> [Provided records]:
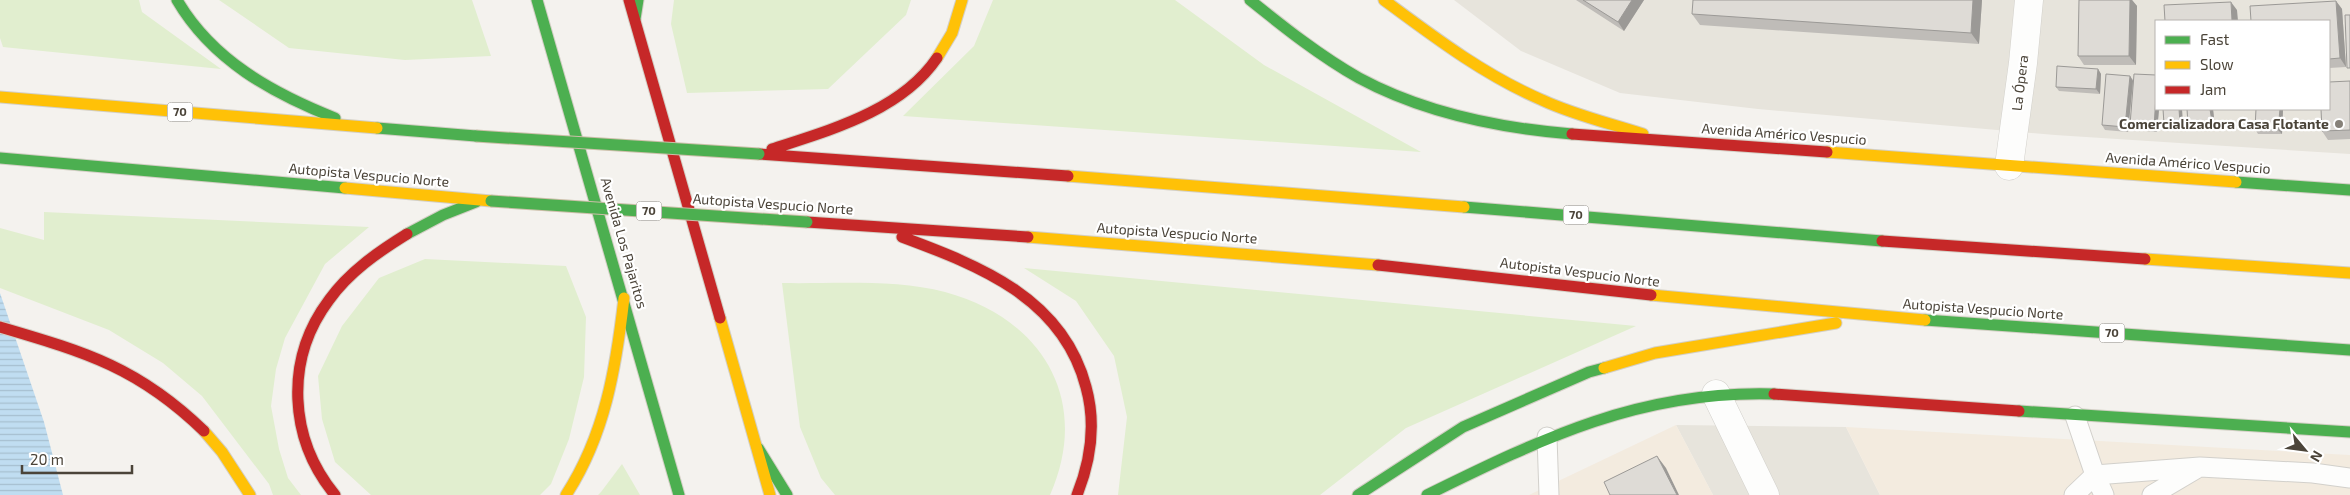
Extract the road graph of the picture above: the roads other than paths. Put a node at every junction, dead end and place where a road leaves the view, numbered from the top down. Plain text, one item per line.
1 (177, 0) edge
2 (538, 0) edge
3 (629, 0) edge
4 (638, 0) edge
5 (962, 0) edge
6 (1250, 0) edge
7 (1384, 0) edge
8 (2029, 0) edge
9 (635, 19) junction
10 (0, 97) edge
11 (360, 128) junction
12 (1663, 140) junction
13 (759, 154) junction
14 (1, 158) edge
15 (2009, 166) junction
16 (2350, 190) edge
17 (487, 200) junction
18 (862, 226) junction
19 (2350, 273) edge
20 (624, 298) junction
21 (1875, 317) junction
22 (0, 326) edge
23 (2350, 350) edge
24 (1716, 394) junction
25 (2075, 416) junction
26 (2350, 432) edge
27 (1547, 437) junction
28 (758, 448) junction
29 (2200, 467) junction
30 (2095, 475) junction
31 (2350, 478) edge
32 (250, 495) edge
33 (335, 495) edge
34 (566, 495) edge
35 (679, 495) edge
36 (770, 495) edge
37 (787, 495) edge
38 (1076, 495) edge
39 (1358, 495) edge
40 (1427, 495) edge
41 (1549, 495) edge
42 (1765, 495) edge
43 (2074, 495) edge
44 (2104, 495) edge
45 (2152, 495) edge

1 - 11 main road
2 - 20 main road, Avenida Los Pajaritos
3 - 9 main road
4 - 9 main road
5 - 13 main road
6 - 12 main road, Avenida Américo Vespucio
7 - 12 main road
8 - 15 street, La Ópera
9 - 28 main road
10 - 11 main road, 70
11 - 13 main road, 70, bridge
12 - 15 main road, Avenida Américo Vespucio
13 - 19 main road, 70
14 - 17 main road, Autopista Vespucio Norte / 70
15 - 16 main road, Avenida Américo Vespucio
17 - 18 main road, Autopista Vespucio Norte / 70, bridge
17 - 33 main road
18 - 21 main road, Autopista Vespucio Norte / 70
18 - 38 main road
20 - 34 main road
20 - 35 main road, Avenida Los Pajaritos
21 - 23 main road, Autopista Vespucio Norte / 70
21 - 39 main road
22 - 32 main road
24 - 25 main road
24 - 27 main road
24 - 42 street
25 - 26 main road
25 - 30 lane
27 - 40 main road
27 - 41 lane
28 - 36 main road
28 - 37 main road
29 - 30 lane
29 - 31 lane
29 - 45 lane
30 - 43 lane
30 - 44 lane

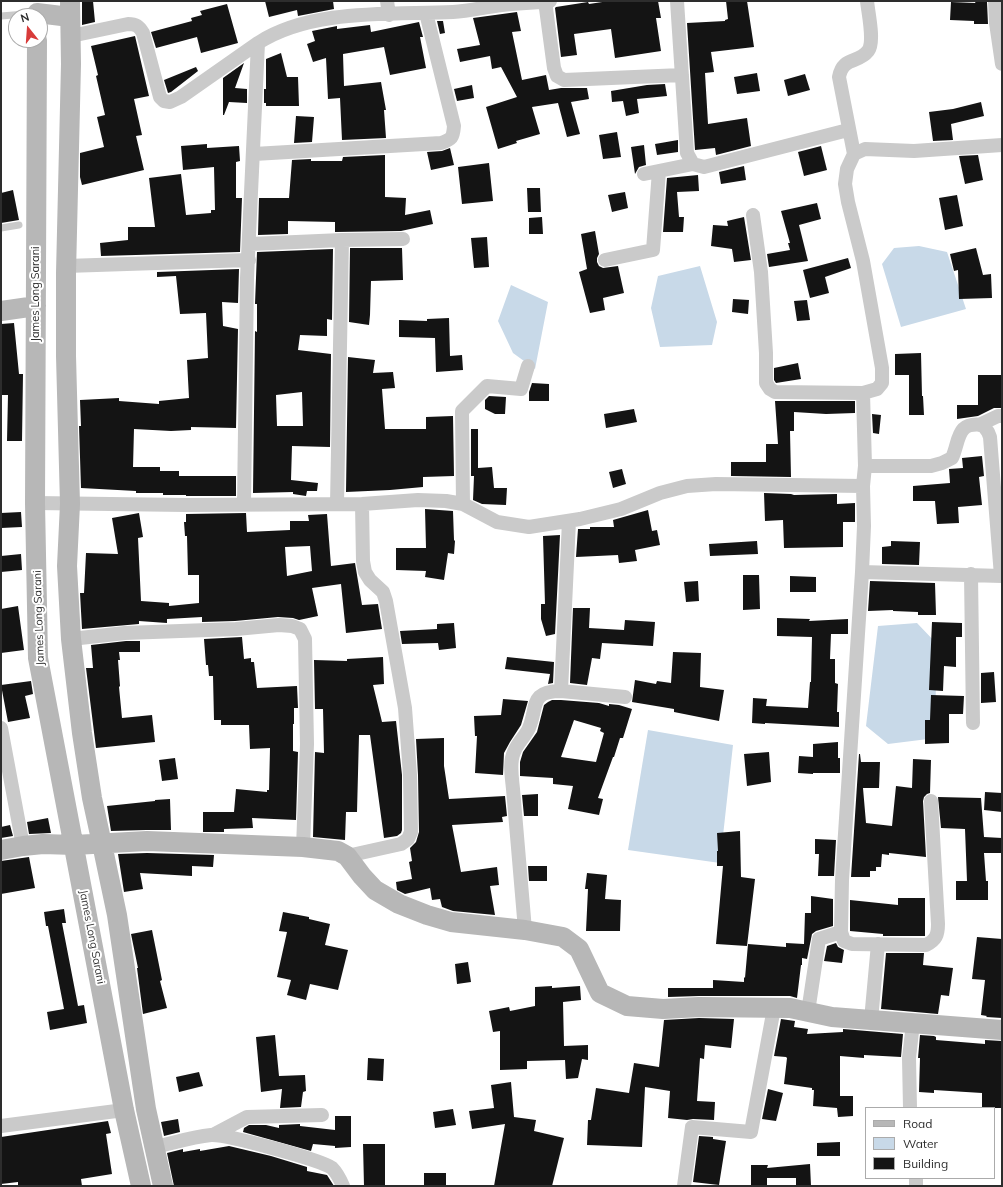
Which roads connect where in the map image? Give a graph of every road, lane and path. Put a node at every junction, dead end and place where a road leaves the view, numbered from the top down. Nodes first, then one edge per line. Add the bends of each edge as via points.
1 (550, 1) edge
2 (677, 1) edge
3 (867, 1) edge
4 (995, 1) edge
5 (545, 2) edge
6 (501, 3) edge
7 (388, 8) edge
8 (48, 13) edge
9 (426, 13) junction
10 (70, 18) edge
11 (258, 43) junction
12 (37, 48) edge
13 (1002, 64) edge
14 (682, 75) junction
15 (848, 130) junction
16 (1002, 145) edge
17 (254, 154) junction
18 (854, 154) junction
19 (693, 164) junction
20 (659, 171) junction
21 (644, 174) dead end
22 (753, 215) dead end
23 (19, 225) dead end
24 (1, 228) edge
25 (403, 239) dead end
26 (342, 240) junction
27 (250, 244) junction
28 (249, 260) junction
29 (605, 260) dead end
30 (66, 266) junction
31 (36, 306) junction
32 (1, 311) edge
33 (528, 366) dead end
34 (864, 393) junction
35 (1002, 416) edge
36 (980, 425) junction
37 (865, 466) junction
38 (864, 486) junction
39 (36, 503) junction
40 (70, 504) junction
41 (244, 504) junction
42 (337, 504) junction
43 (362, 504) junction
44 (463, 504) junction
45 (569, 521) junction
46 (862, 572) junction
47 (971, 574) junction
48 (1001, 576) edge
49 (71, 639) junction
50 (561, 691) junction
51 (625, 697) dead end
52 (973, 723) dead end
53 (1, 728) edge
54 (931, 801) dead end
55 (102, 844) junction
56 (74, 845) junction
57 (23, 846) junction
58 (303, 846) junction
59 (1, 850) edge
60 (347, 856) junction
61 (525, 930) junction
62 (841, 932) junction
63 (878, 944) junction
64 (774, 1008) junction
65 (808, 1012) junction
66 (871, 1020) junction
67 (914, 1023) junction
68 (1002, 1030) edge
69 (910, 1107) edge
70 (124, 1110) junction
71 (322, 1115) dead end
72 (1, 1126) edge
73 (213, 1135) junction
74 (155, 1147) junction
75 (141, 1186) edge
76 (163, 1186) edge
77 (342, 1186) edge
78 (684, 1186) edge

1 - 5 street
2 - 14 street
3 - 15 street via 871,43 868,51 841,68 839,77
4 - 13 street
5 - 6 street
5 - 14 street via 554,68 557,76 564,80
6 - 9 street via 462,11
7 - 9 street
7 - 11 street via 306,23 272,34
8 - 10 main road
9 - 17 street via 454,126 454,136 449,141
10 - 11 street via 135,24 140,27 160,97 170,102
10 - 30 main road
11 - 17 street
12 - 31 main road, James Long Sarani
14 - 19 street via 687,153
15 - 18 street
15 - 19 street via 704,167
16 - 18 street via 914,151 865,149
17 - 27 street
18 - 34 street via 847,168 845,184 863,261 882,368 882,382 877,389
19 - 20 street
20 - 21 street
20 - 29 street via 653,250
22 - 34 street via 761,272 766,383 775,392
23 - 24 lane
25 - 26 street
26 - 27 street
26 - 42 street
27 - 28 street
28 - 30 street
28 - 41 street
30 - 40 main road
31 - 32 main road
31 - 39 main road, James Long Sarani
33 - 44 street via 521,388 487,386 462,411
34 - 37 street
35 - 36 street
36 - 37 street via 967,426 962,431 952,458 942,463 931,466
36 - 48 street via 990,437
37 - 38 street
38 - 45 street via 687,486 660,493 621,509
38 - 46 street
39 - 40 street
39 - 56 main road, James Long Sarani via 38,658
40 - 41 street
40 - 49 main road via 67,566
41 - 42 street
42 - 43 street
43 - 44 street via 418,500
43 - 60 street via 365,572 383,592 386,601 405,708 411,832 408,839 401,844
44 - 45 street via 497,522 529,527
45 - 50 street
46 - 47 street
46 - 62 street via 844,835
47 - 48 street
47 - 52 street
49 - 55 main road via 82,733
49 - 58 street via 125,633 279,625 300,629 305,639 307,744
50 - 51 street
50 - 61 street via 542,694 536,701 530,726 513,753 512,789
53 - 57 street
54 - 63 street via 938,935 933,942 926,945
55 - 56 main road
55 - 58 main road via 146,841
55 - 74 main road via 116,915 146,1109
56 - 57 main road
56 - 70 main road, James Long Sarani
57 - 59 main road
58 - 60 main road
60 - 61 main road via 375,890 399,904 451,922
61 - 64 main road via 563,937 579,949 600,993 627,1006 663,1010 699,1007
62 - 63 street via 844,941 852,944
62 - 65 street via 820,939
63 - 66 street
64 - 65 main road
64 - 78 street via 751,1132 692,1127
65 - 66 main road
66 - 67 main road
67 - 68 main road
67 - 69 street via 909,1058
70 - 72 street
70 - 75 main road, James Long Sarani
71 - 73 street via 247,1117
73 - 74 street
73 - 77 street via 263,1146 331,1167 338,1175
74 - 76 main road

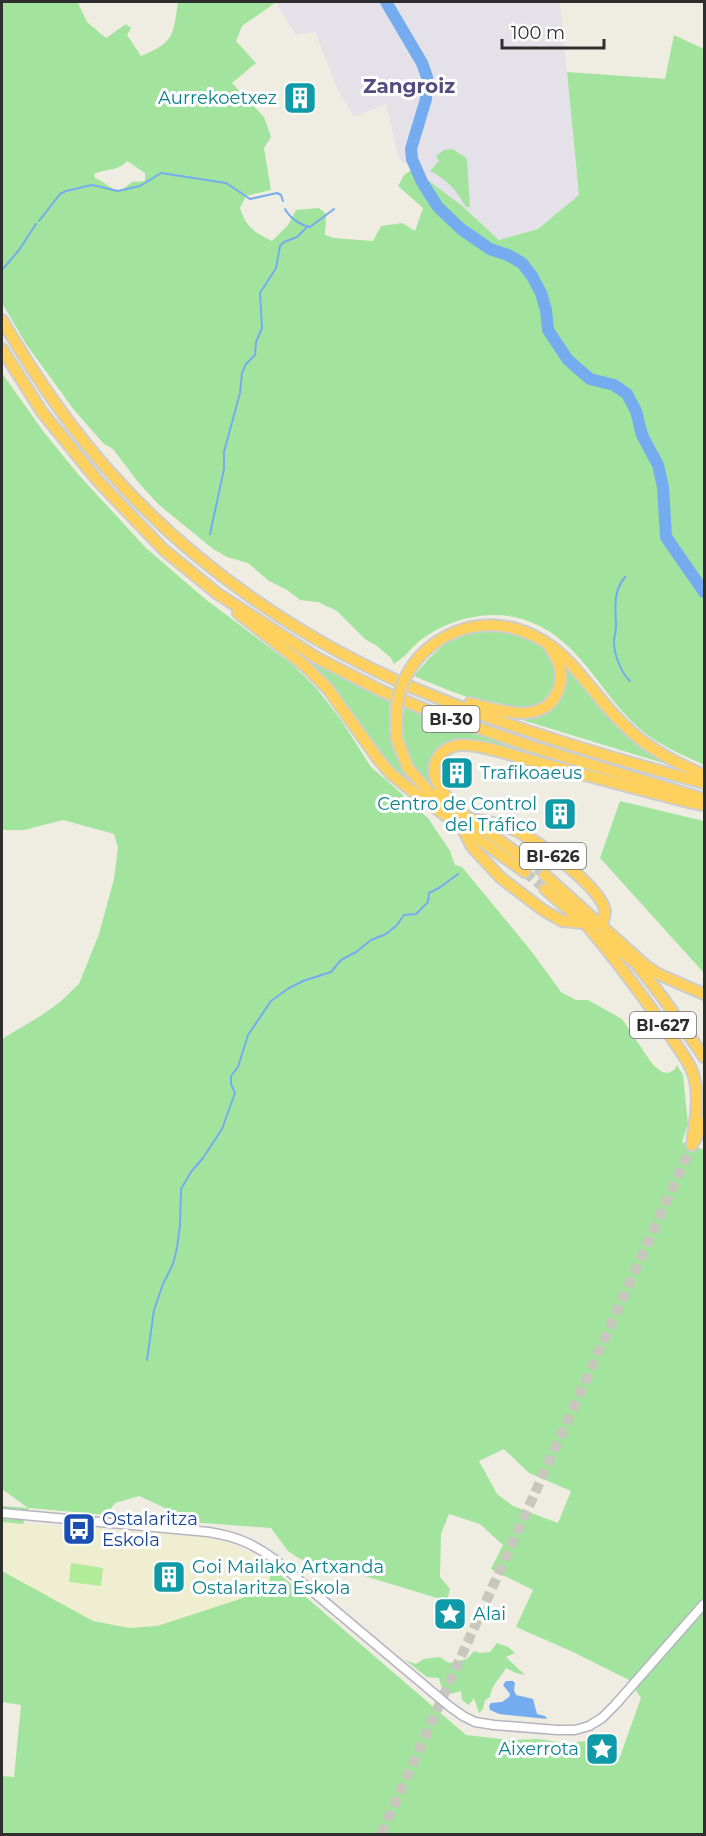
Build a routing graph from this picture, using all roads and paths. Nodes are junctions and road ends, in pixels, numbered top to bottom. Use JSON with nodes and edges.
{"nodes":[{"id":1,"x":2,"y":320,"type":"edge"},
{"id":2,"x":2,"y":349,"type":"edge"},
{"id":3,"x":218,"y":594,"type":"junction"},
{"id":4,"x":544,"y":641,"type":"junction"},
{"id":5,"x":416,"y":689,"type":"junction"},
{"id":6,"x":705,"y":775,"type":"edge"},
{"id":7,"x":705,"y":783,"type":"edge"},
{"id":8,"x":705,"y":799,"type":"edge"},
{"id":9,"x":705,"y":805,"type":"edge"},
{"id":10,"x":451,"y":812,"type":"junction"},
{"id":11,"x":466,"y":823,"type":"junction"},
{"id":12,"x":525,"y":859,"type":"tunnel mouth"},
{"id":13,"x":525,"y":872,"type":"tunnel mouth"},
{"id":14,"x":545,"y":875,"type":"tunnel mouth"},
{"id":15,"x":544,"y":889,"type":"tunnel mouth"},
{"id":16,"x":585,"y":923,"type":"junction"},
{"id":17,"x":602,"y":925,"type":"junction"},
{"id":18,"x":635,"y":963,"type":"junction"},
{"id":19,"x":705,"y":994,"type":"edge"},
{"id":20,"x":705,"y":1057,"type":"edge"},
{"id":21,"x":705,"y":1122,"type":"edge"},
{"id":22,"x":2,"y":1514,"type":"edge"},
{"id":23,"x":705,"y":1604,"type":"edge"}],
"edges":[{"from":1,"to":5,"type":"highway","number":"BI-30"},
{"from":2,"to":3,"type":"highway","number":"BI-30"},
{"from":3,"to":8,"type":"highway","number":"BI-30"},
{"from":3,"to":10,"type":"highway"},
{"from":4,"to":5,"type":"highway"},
{"from":4,"to":6,"type":"highway"},
{"from":4,"to":10,"type":"highway","bridge":true},
{"from":5,"to":7,"type":"highway","number":"BI-30"},
{"from":9,"to":10,"type":"highway"},
{"from":10,"to":11,"type":"highway","number":"BI-626"},
{"from":11,"to":12,"type":"highway","number":"BI-626"},
{"from":11,"to":13,"type":"highway","number":"BI-626"},
{"from":11,"to":16,"type":"highway","number":"BI-626"},
{"from":11,"to":17,"type":"highway","number":"BI-626"},
{"from":14,"to":17,"type":"highway","number":"BI-626"},
{"from":15,"to":16,"type":"highway","number":"BI-626"},
{"from":16,"to":18,"type":"highway","number":"BI-626"},
{"from":16,"to":21,"type":"highway","number":"BI-627"},
{"from":17,"to":18,"type":"highway","number":"BI-626"},
{"from":17,"to":19,"type":"highway","number":"BI-627"},
{"from":18,"to":20,"type":"highway","number":"BI-626"},
{"from":22,"to":23,"type":"street"}]}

> [Work instruction]:
For the records given here, say how many lines hold the string "dead", with no further words.

> [Reply to the exercise]:
12